### DATA EXTRACTS
>>

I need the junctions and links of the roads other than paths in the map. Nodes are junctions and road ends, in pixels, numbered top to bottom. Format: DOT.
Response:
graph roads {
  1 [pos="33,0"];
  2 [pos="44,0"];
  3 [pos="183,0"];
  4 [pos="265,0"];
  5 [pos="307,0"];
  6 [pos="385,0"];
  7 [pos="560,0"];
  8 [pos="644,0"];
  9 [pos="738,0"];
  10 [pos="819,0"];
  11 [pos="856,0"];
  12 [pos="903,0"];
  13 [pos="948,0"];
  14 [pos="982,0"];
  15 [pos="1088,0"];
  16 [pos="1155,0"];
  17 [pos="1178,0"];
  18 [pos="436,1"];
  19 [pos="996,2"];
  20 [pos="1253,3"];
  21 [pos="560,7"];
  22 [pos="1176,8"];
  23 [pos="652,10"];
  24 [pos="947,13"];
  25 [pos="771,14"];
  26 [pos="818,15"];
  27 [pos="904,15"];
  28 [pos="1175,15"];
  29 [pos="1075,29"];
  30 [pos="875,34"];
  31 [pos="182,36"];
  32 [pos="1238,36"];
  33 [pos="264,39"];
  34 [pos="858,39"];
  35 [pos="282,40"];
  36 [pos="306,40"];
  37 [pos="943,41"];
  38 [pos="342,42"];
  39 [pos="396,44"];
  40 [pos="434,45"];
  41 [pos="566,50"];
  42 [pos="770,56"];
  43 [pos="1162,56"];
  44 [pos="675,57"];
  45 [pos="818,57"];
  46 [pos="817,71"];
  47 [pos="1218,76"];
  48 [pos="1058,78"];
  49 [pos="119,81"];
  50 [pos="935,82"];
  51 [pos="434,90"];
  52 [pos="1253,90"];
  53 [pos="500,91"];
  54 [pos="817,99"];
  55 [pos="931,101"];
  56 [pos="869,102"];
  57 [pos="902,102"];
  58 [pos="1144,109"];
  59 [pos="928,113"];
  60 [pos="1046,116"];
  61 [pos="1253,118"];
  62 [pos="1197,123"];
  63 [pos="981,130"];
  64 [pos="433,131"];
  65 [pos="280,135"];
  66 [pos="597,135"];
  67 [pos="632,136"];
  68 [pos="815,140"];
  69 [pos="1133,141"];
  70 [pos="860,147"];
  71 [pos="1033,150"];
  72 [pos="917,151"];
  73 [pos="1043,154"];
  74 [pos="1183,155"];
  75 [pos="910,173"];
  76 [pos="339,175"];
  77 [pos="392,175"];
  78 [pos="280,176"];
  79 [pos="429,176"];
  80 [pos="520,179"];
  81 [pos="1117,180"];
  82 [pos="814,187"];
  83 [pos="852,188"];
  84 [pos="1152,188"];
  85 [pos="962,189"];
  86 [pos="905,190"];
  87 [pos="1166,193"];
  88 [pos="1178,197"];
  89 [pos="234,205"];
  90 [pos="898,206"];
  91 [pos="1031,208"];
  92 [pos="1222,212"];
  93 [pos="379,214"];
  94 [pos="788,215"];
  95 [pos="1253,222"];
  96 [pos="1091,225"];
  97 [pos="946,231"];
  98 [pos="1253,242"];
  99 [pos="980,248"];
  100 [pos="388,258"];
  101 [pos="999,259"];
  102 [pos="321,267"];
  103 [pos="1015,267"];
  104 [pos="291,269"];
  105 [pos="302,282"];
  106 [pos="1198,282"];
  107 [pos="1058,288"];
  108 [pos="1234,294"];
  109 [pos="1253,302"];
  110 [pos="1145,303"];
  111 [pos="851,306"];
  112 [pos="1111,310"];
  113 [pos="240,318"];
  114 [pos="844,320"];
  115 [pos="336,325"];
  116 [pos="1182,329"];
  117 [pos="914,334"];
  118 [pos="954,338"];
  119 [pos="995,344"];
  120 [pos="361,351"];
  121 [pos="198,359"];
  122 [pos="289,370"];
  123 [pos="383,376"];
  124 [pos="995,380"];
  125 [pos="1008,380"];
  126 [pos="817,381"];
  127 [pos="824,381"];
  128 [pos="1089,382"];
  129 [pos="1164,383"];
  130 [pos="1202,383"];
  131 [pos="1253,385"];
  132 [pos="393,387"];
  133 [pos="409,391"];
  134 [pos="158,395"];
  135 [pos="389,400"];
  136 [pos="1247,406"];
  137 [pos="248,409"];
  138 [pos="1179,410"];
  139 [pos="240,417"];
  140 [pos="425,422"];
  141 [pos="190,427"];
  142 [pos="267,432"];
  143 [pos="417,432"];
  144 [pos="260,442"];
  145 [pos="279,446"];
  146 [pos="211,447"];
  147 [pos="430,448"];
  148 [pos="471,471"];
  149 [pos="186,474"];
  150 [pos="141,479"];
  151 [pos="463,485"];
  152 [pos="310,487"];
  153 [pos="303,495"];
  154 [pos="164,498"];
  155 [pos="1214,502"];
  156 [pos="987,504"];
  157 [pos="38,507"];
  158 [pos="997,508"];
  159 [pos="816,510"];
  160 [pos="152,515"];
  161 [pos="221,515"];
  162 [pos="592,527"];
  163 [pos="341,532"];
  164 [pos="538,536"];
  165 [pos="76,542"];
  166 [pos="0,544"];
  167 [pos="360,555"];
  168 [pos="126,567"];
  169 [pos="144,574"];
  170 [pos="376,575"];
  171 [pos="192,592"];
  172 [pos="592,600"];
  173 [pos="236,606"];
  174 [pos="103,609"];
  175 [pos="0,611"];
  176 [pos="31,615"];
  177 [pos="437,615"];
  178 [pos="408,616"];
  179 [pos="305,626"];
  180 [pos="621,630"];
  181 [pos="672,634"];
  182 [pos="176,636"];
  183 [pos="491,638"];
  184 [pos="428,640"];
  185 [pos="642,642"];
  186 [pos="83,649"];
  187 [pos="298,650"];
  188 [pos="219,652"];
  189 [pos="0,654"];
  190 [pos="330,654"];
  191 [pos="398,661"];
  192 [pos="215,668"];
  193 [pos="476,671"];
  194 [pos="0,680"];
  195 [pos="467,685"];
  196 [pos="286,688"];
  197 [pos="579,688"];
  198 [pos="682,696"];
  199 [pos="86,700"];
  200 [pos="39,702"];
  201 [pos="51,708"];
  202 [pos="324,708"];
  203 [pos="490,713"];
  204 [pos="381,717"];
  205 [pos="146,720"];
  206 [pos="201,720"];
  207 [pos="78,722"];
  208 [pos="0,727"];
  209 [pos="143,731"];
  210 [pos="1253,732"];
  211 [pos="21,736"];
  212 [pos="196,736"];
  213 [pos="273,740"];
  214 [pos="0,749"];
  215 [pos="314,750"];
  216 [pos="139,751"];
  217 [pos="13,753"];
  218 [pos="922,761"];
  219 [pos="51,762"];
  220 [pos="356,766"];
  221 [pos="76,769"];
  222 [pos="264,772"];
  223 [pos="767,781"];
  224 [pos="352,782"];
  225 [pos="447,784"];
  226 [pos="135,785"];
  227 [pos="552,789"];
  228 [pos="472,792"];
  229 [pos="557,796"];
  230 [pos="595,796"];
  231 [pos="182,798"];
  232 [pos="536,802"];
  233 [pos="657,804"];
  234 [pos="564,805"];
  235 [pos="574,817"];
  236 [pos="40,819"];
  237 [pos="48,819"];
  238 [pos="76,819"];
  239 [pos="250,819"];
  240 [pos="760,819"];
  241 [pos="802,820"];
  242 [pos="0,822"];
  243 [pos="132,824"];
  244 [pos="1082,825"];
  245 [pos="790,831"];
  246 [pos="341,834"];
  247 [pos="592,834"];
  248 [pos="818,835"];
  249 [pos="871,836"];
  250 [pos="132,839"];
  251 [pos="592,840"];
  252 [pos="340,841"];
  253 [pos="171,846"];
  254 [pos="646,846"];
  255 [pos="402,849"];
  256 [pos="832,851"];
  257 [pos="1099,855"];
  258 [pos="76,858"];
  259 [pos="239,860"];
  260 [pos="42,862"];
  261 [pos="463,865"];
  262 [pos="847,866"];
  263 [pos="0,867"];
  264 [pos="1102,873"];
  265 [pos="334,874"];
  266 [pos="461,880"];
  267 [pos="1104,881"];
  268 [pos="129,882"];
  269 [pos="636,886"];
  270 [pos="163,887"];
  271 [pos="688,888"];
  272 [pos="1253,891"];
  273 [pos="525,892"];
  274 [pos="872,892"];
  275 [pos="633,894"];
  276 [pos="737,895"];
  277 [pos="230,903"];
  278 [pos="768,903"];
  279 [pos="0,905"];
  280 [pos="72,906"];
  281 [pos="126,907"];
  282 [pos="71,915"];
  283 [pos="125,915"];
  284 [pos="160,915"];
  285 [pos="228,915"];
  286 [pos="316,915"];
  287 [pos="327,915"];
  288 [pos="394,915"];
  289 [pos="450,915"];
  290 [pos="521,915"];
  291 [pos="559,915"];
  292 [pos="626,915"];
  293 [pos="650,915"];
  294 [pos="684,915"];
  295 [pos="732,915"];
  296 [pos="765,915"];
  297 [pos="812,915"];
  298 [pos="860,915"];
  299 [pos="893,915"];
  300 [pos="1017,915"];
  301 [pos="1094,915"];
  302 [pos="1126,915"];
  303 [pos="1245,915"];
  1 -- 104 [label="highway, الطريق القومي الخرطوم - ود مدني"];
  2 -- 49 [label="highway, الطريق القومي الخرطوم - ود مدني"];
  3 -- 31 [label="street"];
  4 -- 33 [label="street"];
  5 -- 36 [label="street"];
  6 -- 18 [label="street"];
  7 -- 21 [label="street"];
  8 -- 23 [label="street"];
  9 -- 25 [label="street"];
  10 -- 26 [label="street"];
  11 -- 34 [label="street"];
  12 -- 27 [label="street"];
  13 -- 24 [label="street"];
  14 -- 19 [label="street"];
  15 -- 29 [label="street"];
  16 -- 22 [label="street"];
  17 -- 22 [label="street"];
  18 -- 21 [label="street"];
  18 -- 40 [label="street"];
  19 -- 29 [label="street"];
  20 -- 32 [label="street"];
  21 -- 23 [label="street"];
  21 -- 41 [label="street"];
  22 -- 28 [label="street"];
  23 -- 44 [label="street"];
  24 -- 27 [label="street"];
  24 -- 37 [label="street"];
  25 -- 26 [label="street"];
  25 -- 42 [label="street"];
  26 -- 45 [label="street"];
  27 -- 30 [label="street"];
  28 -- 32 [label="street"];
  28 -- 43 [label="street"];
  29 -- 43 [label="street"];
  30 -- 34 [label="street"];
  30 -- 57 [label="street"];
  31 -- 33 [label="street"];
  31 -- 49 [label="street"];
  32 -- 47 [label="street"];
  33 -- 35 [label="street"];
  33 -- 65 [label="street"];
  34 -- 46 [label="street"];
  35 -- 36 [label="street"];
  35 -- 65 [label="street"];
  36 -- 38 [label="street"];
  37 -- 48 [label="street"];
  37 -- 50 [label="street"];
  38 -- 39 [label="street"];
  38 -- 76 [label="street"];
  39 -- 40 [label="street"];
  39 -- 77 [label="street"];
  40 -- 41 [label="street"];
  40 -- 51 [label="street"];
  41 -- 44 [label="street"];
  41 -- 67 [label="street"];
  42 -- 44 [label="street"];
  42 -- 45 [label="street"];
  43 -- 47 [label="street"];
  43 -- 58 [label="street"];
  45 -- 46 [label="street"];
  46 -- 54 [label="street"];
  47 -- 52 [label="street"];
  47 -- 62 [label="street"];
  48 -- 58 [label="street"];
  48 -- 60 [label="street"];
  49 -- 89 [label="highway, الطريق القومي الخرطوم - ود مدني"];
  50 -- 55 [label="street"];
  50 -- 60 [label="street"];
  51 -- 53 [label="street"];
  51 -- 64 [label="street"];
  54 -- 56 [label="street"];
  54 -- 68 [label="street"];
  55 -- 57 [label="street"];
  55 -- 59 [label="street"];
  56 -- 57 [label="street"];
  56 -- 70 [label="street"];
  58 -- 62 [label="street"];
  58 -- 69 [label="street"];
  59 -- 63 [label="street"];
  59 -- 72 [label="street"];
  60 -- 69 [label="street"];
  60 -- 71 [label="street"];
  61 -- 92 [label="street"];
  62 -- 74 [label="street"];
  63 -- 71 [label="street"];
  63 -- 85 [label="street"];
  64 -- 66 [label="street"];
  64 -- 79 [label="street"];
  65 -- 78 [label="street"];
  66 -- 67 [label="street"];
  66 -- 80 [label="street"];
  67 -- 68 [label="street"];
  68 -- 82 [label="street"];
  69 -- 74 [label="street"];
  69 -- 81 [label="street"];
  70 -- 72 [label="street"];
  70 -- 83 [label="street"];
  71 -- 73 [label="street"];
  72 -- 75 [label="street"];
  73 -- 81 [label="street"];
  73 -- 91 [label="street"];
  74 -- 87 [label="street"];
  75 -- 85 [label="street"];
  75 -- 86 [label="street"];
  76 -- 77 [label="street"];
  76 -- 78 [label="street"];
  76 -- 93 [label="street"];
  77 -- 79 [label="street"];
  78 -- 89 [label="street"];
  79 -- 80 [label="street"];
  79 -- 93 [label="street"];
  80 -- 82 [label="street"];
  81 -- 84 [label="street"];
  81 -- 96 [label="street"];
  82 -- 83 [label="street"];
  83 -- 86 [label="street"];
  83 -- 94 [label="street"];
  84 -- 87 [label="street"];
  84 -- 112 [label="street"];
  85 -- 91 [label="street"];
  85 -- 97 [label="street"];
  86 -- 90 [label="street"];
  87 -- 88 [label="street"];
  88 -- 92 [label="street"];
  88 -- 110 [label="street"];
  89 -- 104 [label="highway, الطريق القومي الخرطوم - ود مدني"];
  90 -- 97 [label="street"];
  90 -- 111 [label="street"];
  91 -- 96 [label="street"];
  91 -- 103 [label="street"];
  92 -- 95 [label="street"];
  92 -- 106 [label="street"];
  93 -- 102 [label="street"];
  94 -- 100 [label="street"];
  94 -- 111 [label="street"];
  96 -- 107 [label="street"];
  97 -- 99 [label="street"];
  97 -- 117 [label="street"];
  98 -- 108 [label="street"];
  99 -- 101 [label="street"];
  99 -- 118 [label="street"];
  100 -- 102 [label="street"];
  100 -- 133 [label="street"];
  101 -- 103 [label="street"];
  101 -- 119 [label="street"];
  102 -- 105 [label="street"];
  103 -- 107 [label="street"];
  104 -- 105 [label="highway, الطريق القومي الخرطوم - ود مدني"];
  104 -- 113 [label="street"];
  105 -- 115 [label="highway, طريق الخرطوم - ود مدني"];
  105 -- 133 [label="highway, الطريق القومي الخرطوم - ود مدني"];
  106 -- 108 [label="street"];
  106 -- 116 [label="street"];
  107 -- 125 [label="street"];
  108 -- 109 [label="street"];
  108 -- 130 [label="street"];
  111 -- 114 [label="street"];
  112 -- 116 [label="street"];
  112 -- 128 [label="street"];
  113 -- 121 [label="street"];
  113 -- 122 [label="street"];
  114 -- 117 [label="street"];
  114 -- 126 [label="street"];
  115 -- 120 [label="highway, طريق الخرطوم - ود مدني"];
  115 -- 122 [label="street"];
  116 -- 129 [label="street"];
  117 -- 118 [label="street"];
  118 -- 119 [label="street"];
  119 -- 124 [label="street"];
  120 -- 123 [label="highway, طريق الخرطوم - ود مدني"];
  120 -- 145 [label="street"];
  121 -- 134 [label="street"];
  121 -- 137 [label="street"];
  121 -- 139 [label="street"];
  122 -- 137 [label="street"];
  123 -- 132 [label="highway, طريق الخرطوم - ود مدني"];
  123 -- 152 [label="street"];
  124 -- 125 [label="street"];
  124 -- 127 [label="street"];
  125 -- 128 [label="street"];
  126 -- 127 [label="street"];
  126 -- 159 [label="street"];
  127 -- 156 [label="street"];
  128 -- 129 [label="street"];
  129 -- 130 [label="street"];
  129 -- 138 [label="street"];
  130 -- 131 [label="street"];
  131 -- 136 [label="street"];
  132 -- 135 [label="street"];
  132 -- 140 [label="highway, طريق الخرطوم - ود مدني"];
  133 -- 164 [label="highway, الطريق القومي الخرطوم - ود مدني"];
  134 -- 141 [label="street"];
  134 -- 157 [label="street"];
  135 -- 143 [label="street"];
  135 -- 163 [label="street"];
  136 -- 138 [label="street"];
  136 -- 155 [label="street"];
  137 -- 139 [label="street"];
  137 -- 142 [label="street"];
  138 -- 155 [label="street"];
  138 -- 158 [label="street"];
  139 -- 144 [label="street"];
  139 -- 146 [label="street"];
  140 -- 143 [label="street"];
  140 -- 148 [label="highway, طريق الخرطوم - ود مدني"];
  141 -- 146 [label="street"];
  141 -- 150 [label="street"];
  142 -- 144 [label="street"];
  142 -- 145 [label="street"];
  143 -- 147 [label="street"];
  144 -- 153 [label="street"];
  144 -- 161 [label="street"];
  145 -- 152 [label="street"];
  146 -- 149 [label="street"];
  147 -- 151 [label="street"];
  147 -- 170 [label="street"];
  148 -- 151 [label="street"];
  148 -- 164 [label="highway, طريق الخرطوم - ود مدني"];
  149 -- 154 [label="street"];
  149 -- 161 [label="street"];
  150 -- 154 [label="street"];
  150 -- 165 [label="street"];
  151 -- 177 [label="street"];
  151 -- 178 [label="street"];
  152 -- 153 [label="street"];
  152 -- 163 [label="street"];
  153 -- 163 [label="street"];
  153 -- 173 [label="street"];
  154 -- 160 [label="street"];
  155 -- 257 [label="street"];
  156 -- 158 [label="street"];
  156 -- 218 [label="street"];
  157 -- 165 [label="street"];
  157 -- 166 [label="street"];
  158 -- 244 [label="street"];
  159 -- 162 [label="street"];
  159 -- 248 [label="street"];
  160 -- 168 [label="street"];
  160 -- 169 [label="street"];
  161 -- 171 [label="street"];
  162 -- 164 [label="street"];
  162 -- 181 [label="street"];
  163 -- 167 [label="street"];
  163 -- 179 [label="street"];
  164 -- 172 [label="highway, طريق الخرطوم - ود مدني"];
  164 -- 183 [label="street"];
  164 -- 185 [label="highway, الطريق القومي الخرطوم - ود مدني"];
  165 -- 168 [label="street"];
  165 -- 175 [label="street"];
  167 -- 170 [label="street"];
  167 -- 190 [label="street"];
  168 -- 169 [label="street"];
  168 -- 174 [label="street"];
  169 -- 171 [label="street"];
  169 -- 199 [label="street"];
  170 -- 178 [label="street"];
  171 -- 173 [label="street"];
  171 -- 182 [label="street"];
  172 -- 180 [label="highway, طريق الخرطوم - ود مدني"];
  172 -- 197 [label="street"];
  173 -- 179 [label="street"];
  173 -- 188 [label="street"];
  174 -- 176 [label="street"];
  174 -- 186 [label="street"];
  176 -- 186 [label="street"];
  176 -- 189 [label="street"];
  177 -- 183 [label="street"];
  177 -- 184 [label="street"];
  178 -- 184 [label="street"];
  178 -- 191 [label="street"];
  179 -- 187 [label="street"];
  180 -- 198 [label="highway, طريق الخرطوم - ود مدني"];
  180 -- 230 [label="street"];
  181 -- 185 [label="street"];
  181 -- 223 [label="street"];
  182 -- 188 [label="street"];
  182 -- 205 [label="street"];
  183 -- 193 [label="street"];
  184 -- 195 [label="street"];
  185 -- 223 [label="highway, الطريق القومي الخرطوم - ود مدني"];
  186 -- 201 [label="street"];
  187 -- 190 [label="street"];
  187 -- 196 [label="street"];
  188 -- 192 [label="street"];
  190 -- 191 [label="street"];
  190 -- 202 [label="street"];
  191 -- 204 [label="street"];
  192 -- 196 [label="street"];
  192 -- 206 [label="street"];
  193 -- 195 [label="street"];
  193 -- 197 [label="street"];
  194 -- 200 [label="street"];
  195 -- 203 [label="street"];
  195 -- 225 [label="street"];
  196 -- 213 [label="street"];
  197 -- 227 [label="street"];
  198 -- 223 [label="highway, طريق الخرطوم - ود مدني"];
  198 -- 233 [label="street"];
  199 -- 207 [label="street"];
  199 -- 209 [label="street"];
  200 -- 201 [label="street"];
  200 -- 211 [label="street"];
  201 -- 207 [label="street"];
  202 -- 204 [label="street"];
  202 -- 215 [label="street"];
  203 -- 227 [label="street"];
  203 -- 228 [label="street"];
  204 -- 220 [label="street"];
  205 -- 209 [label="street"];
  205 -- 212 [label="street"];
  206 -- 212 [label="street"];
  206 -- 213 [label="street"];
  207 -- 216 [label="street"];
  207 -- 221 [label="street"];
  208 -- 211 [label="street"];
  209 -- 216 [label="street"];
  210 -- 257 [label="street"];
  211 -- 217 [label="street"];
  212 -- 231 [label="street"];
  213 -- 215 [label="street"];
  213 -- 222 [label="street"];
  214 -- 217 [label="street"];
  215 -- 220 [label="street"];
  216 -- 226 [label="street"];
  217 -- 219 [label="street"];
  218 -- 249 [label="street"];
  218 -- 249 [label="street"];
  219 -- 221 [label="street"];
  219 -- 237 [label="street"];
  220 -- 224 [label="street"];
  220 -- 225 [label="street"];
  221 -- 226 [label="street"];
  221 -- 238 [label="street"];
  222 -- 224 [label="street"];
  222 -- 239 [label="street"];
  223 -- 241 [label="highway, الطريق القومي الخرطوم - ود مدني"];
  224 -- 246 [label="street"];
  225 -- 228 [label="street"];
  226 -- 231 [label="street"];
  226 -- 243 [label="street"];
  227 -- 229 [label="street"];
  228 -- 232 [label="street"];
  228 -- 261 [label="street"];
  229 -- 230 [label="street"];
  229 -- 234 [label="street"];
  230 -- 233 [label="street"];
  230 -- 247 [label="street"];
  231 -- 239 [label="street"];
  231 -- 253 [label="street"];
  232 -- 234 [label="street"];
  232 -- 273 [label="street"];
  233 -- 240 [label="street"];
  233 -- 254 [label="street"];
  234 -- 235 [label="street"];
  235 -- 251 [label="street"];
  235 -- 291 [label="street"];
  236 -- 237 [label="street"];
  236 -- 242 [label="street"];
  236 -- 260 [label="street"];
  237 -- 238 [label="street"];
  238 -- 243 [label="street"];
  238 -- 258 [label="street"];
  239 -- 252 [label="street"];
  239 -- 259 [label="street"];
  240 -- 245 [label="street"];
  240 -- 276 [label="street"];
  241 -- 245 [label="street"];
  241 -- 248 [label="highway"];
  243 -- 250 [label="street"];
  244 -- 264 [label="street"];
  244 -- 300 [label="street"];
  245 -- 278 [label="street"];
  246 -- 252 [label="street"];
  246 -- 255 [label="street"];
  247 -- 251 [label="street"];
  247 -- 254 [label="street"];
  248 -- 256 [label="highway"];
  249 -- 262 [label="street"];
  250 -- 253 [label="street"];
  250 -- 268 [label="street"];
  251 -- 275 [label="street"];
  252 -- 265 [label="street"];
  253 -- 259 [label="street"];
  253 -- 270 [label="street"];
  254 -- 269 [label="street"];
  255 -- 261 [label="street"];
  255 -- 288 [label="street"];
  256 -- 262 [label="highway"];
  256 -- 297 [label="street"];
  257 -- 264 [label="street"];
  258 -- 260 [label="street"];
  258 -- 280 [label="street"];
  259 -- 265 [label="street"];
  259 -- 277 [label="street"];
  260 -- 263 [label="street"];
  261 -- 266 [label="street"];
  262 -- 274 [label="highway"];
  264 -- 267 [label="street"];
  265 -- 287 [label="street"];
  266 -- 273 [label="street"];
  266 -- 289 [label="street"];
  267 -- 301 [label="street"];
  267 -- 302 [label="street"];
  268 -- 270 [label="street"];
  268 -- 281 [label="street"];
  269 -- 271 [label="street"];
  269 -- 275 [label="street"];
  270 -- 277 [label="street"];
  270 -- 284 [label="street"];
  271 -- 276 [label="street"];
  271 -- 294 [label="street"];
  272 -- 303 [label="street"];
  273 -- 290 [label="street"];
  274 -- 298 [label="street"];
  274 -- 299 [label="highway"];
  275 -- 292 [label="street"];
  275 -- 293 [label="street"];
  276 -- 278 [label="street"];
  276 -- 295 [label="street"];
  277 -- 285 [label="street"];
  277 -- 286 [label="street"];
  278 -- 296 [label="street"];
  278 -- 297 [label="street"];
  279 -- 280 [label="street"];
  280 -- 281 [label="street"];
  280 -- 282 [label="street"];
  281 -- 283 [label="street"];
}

<<

Within the records above, how many lines include the word "roads"? State the number by itself.

2